Task description: Whenever the string "Broad" turns up in a line below, that line should be copied.

Collected data
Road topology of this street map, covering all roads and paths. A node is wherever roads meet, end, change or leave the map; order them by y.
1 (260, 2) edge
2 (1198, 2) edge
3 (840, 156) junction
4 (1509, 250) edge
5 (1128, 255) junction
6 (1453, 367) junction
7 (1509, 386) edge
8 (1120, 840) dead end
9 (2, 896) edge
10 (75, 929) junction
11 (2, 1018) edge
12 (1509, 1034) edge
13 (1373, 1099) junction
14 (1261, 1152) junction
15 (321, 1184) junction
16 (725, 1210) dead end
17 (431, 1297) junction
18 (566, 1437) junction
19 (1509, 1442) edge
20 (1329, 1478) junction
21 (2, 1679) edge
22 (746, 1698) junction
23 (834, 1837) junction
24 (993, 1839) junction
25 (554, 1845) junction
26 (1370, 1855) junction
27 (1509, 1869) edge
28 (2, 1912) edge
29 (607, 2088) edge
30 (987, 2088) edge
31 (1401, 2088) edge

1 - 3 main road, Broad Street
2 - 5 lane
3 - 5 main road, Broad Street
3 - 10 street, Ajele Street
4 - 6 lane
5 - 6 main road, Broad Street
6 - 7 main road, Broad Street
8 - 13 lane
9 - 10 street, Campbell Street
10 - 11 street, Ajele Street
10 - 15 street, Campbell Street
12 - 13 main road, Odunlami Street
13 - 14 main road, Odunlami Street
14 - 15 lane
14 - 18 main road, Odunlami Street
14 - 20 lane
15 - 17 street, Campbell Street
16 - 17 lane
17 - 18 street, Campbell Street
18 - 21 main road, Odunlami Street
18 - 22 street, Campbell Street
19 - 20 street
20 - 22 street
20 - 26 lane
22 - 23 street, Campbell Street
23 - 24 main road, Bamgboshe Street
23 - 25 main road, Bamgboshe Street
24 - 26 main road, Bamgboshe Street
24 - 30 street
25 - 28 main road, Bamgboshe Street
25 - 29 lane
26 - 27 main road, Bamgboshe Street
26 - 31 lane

Answer:
1 - 3 main road, Broad Street
3 - 5 main road, Broad Street
5 - 6 main road, Broad Street
6 - 7 main road, Broad Street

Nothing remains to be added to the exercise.